• _Brief_:
Word for word, reproduce every line of the data below.

• _Record extracts_:
= = = =
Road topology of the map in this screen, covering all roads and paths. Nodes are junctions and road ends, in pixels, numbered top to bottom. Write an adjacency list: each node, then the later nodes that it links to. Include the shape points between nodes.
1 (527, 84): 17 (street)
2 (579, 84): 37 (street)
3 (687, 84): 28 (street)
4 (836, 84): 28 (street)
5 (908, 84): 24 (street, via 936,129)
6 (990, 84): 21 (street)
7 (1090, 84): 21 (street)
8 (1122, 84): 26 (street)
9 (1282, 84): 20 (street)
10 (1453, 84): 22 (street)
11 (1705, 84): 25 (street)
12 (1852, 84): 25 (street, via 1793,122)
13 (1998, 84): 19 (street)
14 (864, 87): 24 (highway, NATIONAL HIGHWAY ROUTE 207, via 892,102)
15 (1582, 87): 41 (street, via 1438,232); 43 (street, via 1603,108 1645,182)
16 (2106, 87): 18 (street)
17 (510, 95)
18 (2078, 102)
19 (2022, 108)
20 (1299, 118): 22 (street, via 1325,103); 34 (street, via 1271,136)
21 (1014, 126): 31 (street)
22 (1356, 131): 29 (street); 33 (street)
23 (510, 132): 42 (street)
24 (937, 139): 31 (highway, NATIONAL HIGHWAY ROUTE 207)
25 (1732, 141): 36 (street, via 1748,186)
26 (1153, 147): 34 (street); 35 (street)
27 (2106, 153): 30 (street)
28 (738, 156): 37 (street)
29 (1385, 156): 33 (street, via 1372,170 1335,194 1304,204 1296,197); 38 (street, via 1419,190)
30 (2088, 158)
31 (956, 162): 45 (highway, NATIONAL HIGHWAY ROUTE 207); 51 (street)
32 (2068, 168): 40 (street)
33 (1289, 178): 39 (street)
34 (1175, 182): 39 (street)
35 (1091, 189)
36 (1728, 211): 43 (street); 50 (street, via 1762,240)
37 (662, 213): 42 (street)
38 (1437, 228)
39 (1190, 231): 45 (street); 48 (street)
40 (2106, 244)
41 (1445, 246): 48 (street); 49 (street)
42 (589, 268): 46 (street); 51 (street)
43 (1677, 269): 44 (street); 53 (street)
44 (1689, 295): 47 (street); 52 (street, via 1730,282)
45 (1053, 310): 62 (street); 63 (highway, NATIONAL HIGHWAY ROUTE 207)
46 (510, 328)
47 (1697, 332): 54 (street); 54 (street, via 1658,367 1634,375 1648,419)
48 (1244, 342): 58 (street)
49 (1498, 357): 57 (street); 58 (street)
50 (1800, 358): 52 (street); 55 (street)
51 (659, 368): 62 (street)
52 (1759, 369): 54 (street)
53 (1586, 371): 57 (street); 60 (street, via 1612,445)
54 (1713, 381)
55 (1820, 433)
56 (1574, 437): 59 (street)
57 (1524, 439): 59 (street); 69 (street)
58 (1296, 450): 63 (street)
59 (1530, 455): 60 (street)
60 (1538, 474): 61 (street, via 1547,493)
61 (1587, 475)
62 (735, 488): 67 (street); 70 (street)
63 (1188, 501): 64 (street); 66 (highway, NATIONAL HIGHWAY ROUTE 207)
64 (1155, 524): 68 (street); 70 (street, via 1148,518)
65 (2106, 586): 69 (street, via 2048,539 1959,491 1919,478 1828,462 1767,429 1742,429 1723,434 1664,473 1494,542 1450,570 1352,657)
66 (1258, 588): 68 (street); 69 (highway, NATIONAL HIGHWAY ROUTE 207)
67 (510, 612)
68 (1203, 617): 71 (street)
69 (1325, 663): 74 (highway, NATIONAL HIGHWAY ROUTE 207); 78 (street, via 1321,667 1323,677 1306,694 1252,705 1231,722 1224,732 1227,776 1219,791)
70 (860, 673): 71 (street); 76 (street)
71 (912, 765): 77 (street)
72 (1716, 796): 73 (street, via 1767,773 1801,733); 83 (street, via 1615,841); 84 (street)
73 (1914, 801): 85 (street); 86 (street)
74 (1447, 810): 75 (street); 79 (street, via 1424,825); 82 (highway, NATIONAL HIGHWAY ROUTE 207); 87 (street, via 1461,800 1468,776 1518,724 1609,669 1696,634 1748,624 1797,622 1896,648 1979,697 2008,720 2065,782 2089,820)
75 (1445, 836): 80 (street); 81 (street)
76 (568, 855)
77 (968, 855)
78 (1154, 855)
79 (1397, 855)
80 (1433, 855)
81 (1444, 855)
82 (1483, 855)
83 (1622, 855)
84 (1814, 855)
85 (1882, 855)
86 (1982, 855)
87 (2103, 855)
= = = =
• _Solution for this problem_:
Road topology of the map in this screen, covering all roads and paths. Nodes are junctions and road ends, in pixels, numbered top to bottom. Write an adjacency list: each node, then the later nodes that it links to. Include the shape points between nodes.
1 (527, 84): 17 (street)
2 (579, 84): 37 (street)
3 (687, 84): 28 (street)
4 (836, 84): 28 (street)
5 (908, 84): 24 (street, via 936,129)
6 (990, 84): 21 (street)
7 (1090, 84): 21 (street)
8 (1122, 84): 26 (street)
9 (1282, 84): 20 (street)
10 (1453, 84): 22 (street)
11 (1705, 84): 25 (street)
12 (1852, 84): 25 (street, via 1793,122)
13 (1998, 84): 19 (street)
14 (864, 87): 24 (highway, NATIONAL HIGHWAY ROUTE 207, via 892,102)
15 (1582, 87): 41 (street, via 1438,232); 43 (street, via 1603,108 1645,182)
16 (2106, 87): 18 (street)
17 (510, 95)
18 (2078, 102)
19 (2022, 108)
20 (1299, 118): 22 (street, via 1325,103); 34 (street, via 1271,136)
21 (1014, 126): 31 (street)
22 (1356, 131): 29 (street); 33 (street)
23 (510, 132): 42 (street)
24 (937, 139): 31 (highway, NATIONAL HIGHWAY ROUTE 207)
25 (1732, 141): 36 (street, via 1748,186)
26 (1153, 147): 34 (street); 35 (street)
27 (2106, 153): 30 (street)
28 (738, 156): 37 (street)
29 (1385, 156): 33 (street, via 1372,170 1335,194 1304,204 1296,197); 38 (street, via 1419,190)
30 (2088, 158)
31 (956, 162): 45 (highway, NATIONAL HIGHWAY ROUTE 207); 51 (street)
32 (2068, 168): 40 (street)
33 (1289, 178): 39 (street)
34 (1175, 182): 39 (street)
35 (1091, 189)
36 (1728, 211): 43 (street); 50 (street, via 1762,240)
37 (662, 213): 42 (street)
38 (1437, 228)
39 (1190, 231): 45 (street); 48 (street)
40 (2106, 244)
41 (1445, 246): 48 (street); 49 (street)
42 (589, 268): 46 (street); 51 (street)
43 (1677, 269): 44 (street); 53 (street)
44 (1689, 295): 47 (street); 52 (street, via 1730,282)
45 (1053, 310): 62 (street); 63 (highway, NATIONAL HIGHWAY ROUTE 207)
46 (510, 328)
47 (1697, 332): 54 (street); 54 (street, via 1658,367 1634,375 1648,419)
48 (1244, 342): 58 (street)
49 (1498, 357): 57 (street); 58 (street)
50 (1800, 358): 52 (street); 55 (street)
51 (659, 368): 62 (street)
52 (1759, 369): 54 (street)
53 (1586, 371): 57 (street); 60 (street, via 1612,445)
54 (1713, 381)
55 (1820, 433)
56 (1574, 437): 59 (street)
57 (1524, 439): 59 (street); 69 (street)
58 (1296, 450): 63 (street)
59 (1530, 455): 60 (street)
60 (1538, 474): 61 (street, via 1547,493)
61 (1587, 475)
62 (735, 488): 67 (street); 70 (street)
63 (1188, 501): 64 (street); 66 (highway, NATIONAL HIGHWAY ROUTE 207)
64 (1155, 524): 68 (street); 70 (street, via 1148,518)
65 (2106, 586): 69 (street, via 2048,539 1959,491 1919,478 1828,462 1767,429 1742,429 1723,434 1664,473 1494,542 1450,570 1352,657)
66 (1258, 588): 68 (street); 69 (highway, NATIONAL HIGHWAY ROUTE 207)
67 (510, 612)
68 (1203, 617): 71 (street)
69 (1325, 663): 74 (highway, NATIONAL HIGHWAY ROUTE 207); 78 (street, via 1321,667 1323,677 1306,694 1252,705 1231,722 1224,732 1227,776 1219,791)
70 (860, 673): 71 (street); 76 (street)
71 (912, 765): 77 (street)
72 (1716, 796): 73 (street, via 1767,773 1801,733); 83 (street, via 1615,841); 84 (street)
73 (1914, 801): 85 (street); 86 (street)
74 (1447, 810): 75 (street); 79 (street, via 1424,825); 82 (highway, NATIONAL HIGHWAY ROUTE 207); 87 (street, via 1461,800 1468,776 1518,724 1609,669 1696,634 1748,624 1797,622 1896,648 1979,697 2008,720 2065,782 2089,820)
75 (1445, 836): 80 (street); 81 (street)
76 (568, 855)
77 (968, 855)
78 (1154, 855)
79 (1397, 855)
80 (1433, 855)
81 (1444, 855)
82 (1483, 855)
83 (1622, 855)
84 (1814, 855)
85 (1882, 855)
86 (1982, 855)
87 (2103, 855)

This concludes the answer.